Vance declined to hint at any possible motive they may have uncovered
so far in their investigation, saying: "We don't have a specific reason
we can stand here and say this occurred."
Grief
mixed with new calls Sunday for action with the re-elected Obama under
rising pressure to lead a charge to renew a ban on assault weapons and
fast firing ammunition, and to take on the power of the US gun lobby.
A prominent Democratic lawmaker, Senator Dianne Feinstein of
California, promised to introduce a bill to ban assault weapons on the
very first day of the next Congress, January 3.
As he waited for the vigil to start in Newtown, Connecticut Senator Joe Lieberman called for a national commission on violence.
"These events are happening more frequently, and I worry that if we
don't take a thoughtful look at them, we lose the hurt and the anger
that we have now."
In ways big and small,
tributes were paid -- from candles lit and teddy bears left at the
elementary school crime scene, to gestures at the cavernous football
stadiums that usually fixate Americans' attention on Sundays.
Before the day's games around the country, the National Football League
had teams observe a minute's silence in memory of those killed.
Back in Newtown, nerves remained on edge.
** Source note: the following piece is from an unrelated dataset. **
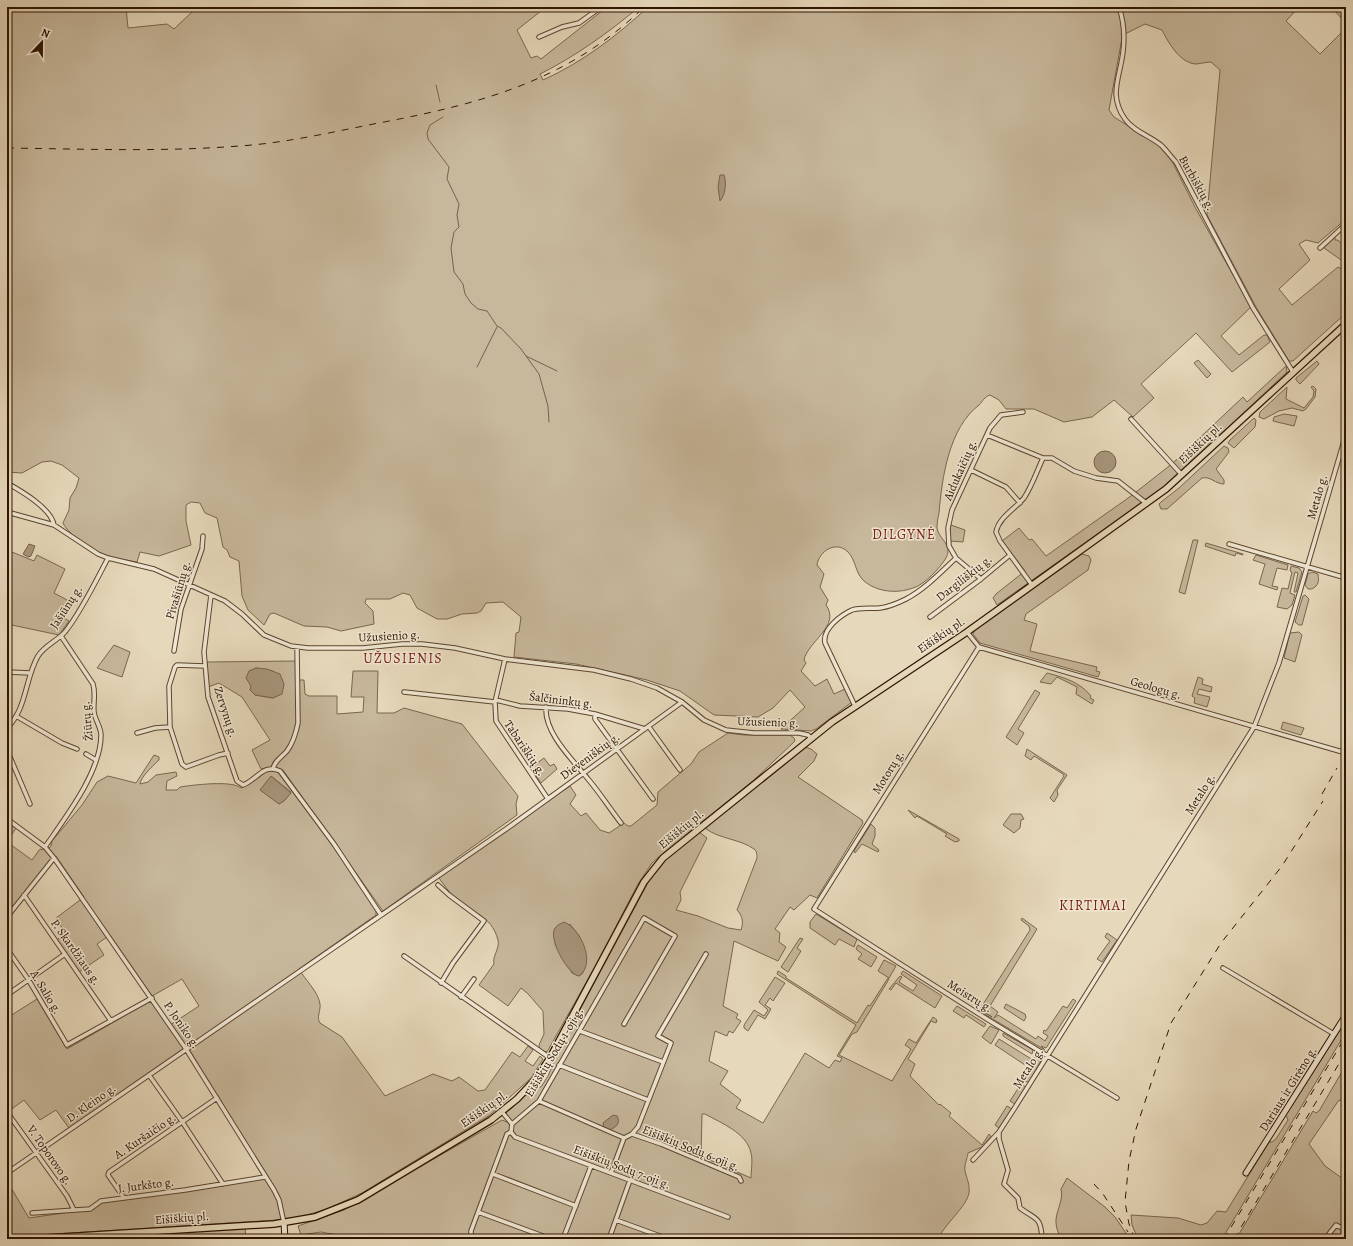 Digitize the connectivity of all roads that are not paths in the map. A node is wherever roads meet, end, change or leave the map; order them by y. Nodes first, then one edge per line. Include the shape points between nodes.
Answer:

One Catholic church where
people attended services -- Saint Rose of Lima -- was evacuated due to
an undisclosed threat. Armed police searched a house next door.
Townsfolk poured into churches to pray and seek solace over the
unimaginable -- a gunman pumping shot after shot into small children
with a rifle of the kind used in wars.
The town
Christmas tree became an impromptu place of remembrance, with people
pausing every few minutes to pray and cross themselves under a light
snowfall.
One middle-aged woman knelt down in
front of the ranks of votive candles, teddy bears and handwritten notes,
and bowed her head in tears.
"The community is gathering together and praying," Red Cross volunteer Rosty Slabicky told AFP.
"They are destroyed... Not just the families, but the first responders
are dealing with the crisis on a very personal and emotional level."
The investigation entered a new stage with the autopsy of Lanza, seen
as a withdrawn and awkward youngster who had shown no signs of violence,
let alone any indications that he might perpetrate a massacre.
Lanza's main weapon was the Bushmaster, a civilian version of the US
military's M4 -- legally registered to his mother. Police said he had
three other weapons with him, two pistols and a shotgun found in a car.
Connecticut Governor Dannel Malloy revealed that Lanza blasted his way
into the school, which had just installed a new security door where
visitors could be viewed by video camera and buzzed in.
"He shot his way into the building. He penetrated the building by
literally shooting an entrance into the building. That's what an assault
weapon can do for you," Malloy said on CNN.
Many states, including Connecticut, already have strict laws on the
purchase of firearms, but with no federal statutes, there is little to
stop the traffic of guns from other states where fewer restrictions
apply.
An assault weapon ban was passed in 1994
under president Bill Clinton but it expired in 2004 and was never
resurrected. Obama supported restoring the law while running for
president in 2008 but did not make it a priority during his first term.
"We have to come together and take meaningful action to prevent more
tragedies like this," Obama said in his weekly radio address on
Saturday. "Regardless of the politics."
However,
with gun ownership protected by the constitution and firearms popular
among a broad base of Americans, especially conservative Republicans,
gun bans have long been seen as a vote-losing proposition.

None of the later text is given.